■ **PROVIDED DATA**:
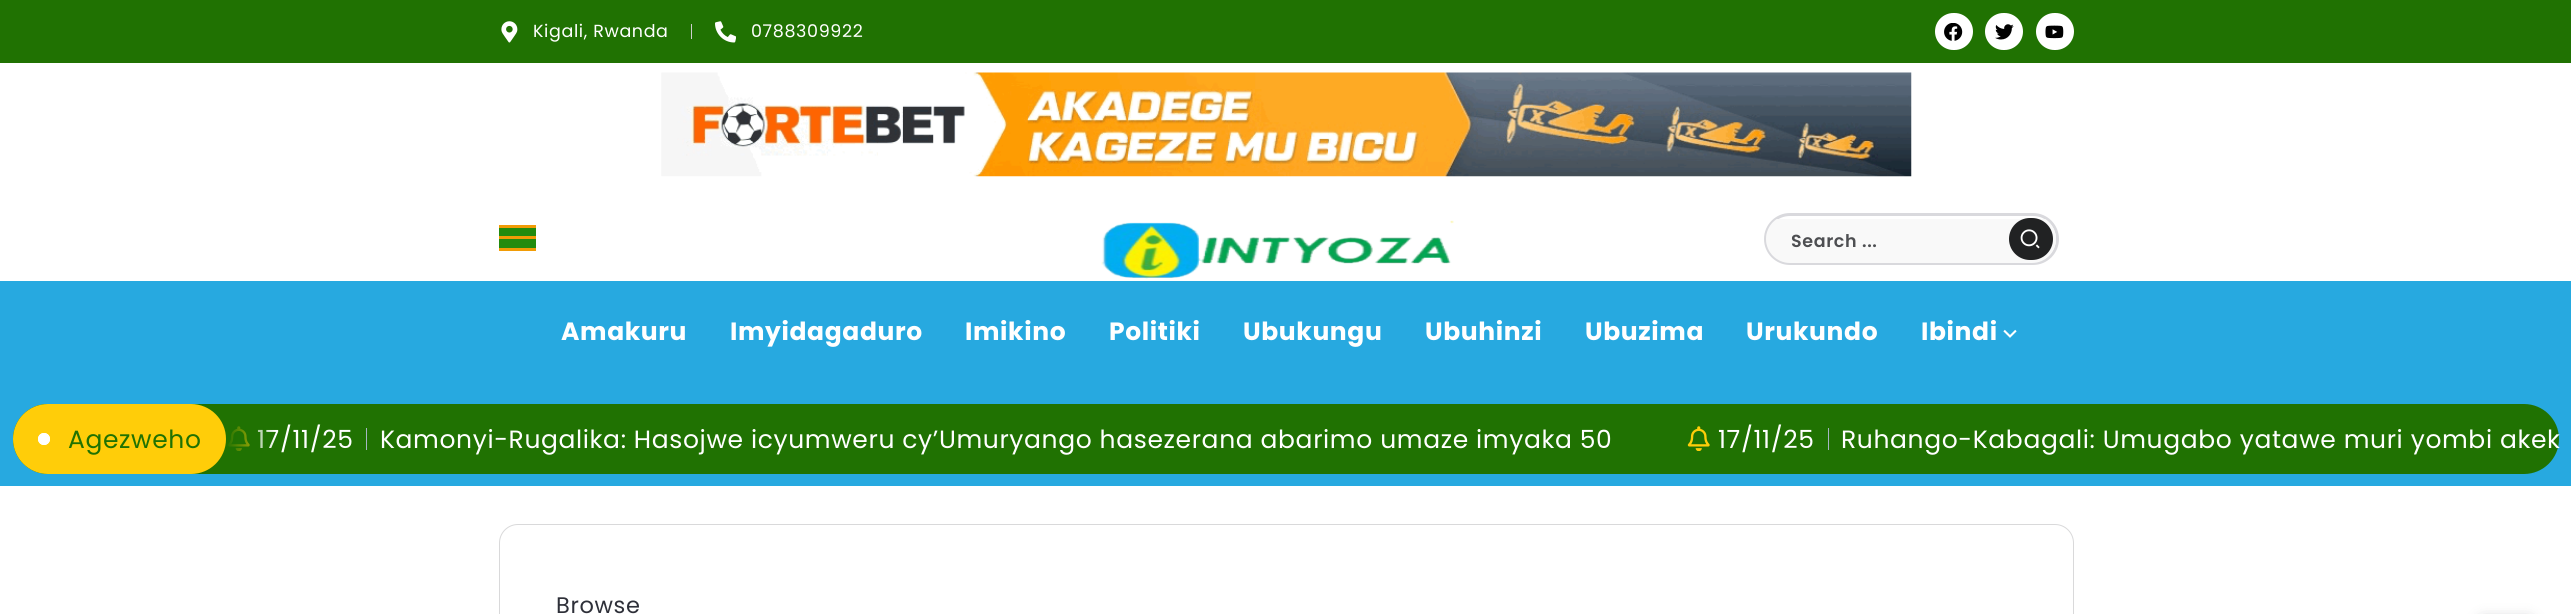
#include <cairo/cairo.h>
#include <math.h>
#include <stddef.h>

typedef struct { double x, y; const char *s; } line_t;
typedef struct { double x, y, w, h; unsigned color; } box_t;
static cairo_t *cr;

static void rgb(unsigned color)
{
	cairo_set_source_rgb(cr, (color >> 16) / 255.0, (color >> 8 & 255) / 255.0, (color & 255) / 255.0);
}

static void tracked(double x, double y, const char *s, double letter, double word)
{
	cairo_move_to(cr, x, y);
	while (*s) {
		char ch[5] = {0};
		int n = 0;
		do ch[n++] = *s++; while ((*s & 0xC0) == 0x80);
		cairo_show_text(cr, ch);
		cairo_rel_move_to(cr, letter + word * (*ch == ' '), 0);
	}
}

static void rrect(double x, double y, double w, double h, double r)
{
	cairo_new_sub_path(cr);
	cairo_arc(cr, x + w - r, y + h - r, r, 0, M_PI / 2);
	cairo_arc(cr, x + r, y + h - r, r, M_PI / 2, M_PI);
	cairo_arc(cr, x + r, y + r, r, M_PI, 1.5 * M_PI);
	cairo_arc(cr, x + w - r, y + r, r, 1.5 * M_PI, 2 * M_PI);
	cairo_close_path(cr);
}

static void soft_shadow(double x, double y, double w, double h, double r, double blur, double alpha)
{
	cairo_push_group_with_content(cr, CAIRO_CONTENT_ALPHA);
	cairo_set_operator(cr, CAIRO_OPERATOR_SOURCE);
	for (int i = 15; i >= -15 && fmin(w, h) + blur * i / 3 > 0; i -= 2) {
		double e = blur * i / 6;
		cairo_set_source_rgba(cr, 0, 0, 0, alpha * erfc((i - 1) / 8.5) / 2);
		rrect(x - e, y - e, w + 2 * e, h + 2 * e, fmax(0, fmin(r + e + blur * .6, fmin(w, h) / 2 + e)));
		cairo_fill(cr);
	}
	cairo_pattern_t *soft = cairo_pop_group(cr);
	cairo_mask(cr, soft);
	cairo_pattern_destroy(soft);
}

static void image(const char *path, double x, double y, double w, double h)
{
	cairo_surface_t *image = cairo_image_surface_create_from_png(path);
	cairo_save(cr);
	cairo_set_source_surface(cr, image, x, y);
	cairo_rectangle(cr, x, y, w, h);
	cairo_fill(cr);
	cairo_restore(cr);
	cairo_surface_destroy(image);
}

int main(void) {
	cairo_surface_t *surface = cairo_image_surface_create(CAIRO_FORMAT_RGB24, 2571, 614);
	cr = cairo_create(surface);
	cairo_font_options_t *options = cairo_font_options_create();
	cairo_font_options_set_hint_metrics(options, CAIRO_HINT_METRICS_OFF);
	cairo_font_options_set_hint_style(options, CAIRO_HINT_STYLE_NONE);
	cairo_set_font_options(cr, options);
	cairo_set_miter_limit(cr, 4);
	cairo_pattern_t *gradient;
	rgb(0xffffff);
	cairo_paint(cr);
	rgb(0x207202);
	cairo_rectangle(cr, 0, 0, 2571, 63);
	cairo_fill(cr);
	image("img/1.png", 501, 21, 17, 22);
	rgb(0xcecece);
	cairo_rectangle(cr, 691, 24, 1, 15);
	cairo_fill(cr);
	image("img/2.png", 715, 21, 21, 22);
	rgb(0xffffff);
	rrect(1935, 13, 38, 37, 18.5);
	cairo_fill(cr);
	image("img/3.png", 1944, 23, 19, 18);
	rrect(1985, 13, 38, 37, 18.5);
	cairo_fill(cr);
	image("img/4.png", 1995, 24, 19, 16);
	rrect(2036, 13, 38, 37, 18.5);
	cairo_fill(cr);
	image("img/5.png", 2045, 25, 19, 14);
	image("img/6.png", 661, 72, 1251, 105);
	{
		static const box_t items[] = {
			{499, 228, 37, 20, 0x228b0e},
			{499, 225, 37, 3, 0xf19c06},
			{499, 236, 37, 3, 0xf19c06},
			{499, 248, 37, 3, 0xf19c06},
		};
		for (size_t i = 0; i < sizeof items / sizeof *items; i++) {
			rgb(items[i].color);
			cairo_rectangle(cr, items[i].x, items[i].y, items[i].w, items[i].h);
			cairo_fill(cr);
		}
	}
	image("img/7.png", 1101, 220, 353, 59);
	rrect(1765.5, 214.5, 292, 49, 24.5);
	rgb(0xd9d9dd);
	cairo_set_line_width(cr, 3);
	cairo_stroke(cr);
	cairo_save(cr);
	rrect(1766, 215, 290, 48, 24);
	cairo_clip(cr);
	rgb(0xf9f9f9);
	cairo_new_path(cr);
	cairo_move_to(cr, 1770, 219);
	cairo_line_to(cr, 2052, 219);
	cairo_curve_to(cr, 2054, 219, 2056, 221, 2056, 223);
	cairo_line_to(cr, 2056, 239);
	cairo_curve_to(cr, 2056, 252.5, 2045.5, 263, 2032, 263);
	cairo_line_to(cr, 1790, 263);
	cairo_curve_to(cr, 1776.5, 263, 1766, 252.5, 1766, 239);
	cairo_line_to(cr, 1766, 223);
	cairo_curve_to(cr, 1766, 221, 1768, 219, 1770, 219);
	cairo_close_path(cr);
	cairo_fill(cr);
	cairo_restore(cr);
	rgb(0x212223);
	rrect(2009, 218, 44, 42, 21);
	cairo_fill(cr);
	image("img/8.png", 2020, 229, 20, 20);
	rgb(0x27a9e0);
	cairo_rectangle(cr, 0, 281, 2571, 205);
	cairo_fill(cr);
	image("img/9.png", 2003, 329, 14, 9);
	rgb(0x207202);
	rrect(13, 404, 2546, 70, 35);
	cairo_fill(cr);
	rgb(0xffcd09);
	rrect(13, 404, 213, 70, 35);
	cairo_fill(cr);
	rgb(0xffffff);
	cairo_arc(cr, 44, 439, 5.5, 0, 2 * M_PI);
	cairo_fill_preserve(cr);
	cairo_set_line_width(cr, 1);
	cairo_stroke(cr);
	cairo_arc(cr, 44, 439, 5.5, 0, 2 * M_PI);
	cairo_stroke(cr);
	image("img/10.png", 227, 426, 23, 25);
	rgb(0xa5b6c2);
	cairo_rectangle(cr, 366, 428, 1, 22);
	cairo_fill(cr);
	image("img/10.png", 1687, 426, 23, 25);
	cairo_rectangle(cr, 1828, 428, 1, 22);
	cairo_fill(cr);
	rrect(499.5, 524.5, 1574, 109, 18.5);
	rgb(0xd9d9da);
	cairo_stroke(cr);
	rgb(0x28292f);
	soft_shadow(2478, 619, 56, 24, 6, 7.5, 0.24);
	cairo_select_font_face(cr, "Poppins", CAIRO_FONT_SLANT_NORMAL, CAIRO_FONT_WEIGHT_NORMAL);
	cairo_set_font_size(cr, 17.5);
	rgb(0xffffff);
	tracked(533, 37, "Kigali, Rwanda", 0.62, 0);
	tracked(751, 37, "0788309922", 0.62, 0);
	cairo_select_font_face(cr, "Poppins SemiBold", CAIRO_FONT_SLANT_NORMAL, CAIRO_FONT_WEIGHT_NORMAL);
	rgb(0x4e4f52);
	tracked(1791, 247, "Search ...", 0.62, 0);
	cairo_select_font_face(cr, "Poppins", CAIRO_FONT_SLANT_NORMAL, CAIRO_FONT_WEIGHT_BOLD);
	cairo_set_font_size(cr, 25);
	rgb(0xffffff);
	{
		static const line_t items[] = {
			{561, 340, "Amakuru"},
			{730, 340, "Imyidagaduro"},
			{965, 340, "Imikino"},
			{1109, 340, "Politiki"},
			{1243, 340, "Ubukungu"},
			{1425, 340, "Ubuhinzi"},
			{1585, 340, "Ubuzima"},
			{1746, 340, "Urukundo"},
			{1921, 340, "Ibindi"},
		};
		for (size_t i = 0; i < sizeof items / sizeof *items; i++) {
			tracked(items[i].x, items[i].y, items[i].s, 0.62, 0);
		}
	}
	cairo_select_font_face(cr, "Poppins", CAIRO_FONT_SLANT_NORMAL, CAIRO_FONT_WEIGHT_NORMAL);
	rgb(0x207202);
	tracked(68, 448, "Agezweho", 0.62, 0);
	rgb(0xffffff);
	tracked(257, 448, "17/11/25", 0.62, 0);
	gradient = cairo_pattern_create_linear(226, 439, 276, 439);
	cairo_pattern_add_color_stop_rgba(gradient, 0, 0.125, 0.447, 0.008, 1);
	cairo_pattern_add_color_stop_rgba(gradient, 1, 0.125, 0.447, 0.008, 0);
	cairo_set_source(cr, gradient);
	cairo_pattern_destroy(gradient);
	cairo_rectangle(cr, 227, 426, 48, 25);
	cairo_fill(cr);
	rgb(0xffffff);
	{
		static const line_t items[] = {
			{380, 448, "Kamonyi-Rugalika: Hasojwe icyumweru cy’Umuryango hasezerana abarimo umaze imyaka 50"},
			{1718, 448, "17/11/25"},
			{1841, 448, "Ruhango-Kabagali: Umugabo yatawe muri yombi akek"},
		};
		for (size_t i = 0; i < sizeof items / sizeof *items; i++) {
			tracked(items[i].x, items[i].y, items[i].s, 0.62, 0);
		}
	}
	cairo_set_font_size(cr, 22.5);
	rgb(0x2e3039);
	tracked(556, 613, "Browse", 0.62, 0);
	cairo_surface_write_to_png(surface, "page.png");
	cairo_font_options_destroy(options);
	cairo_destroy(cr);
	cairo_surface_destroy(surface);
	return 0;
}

■ **TASK**: Repeat the lines exactly as they stand, from the opening line of the data through the line with "do ch[n++] = *s++;". Pictures stay out of the copy.

■ **EXERCISE OUTPUT**:
#include <cairo/cairo.h>
#include <math.h>
#include <stddef.h>

typedef struct { double x, y; const char *s; } line_t;
typedef struct { double x, y, w, h; unsigned color; } box_t;
static cairo_t *cr;

static void rgb(unsigned color)
{
	cairo_set_source_rgb(cr, (color >> 16) / 255.0, (color >> 8 & 255) / 255.0, (color & 255) / 255.0);
}

static void tracked(double x, double y, const char *s, double letter, double word)
{
	cairo_move_to(cr, x, y);
	while (*s) {
		char ch[5] = {0};
		int n = 0;
		do ch[n++] = *s++; while ((*s & 0xC0) == 0x80);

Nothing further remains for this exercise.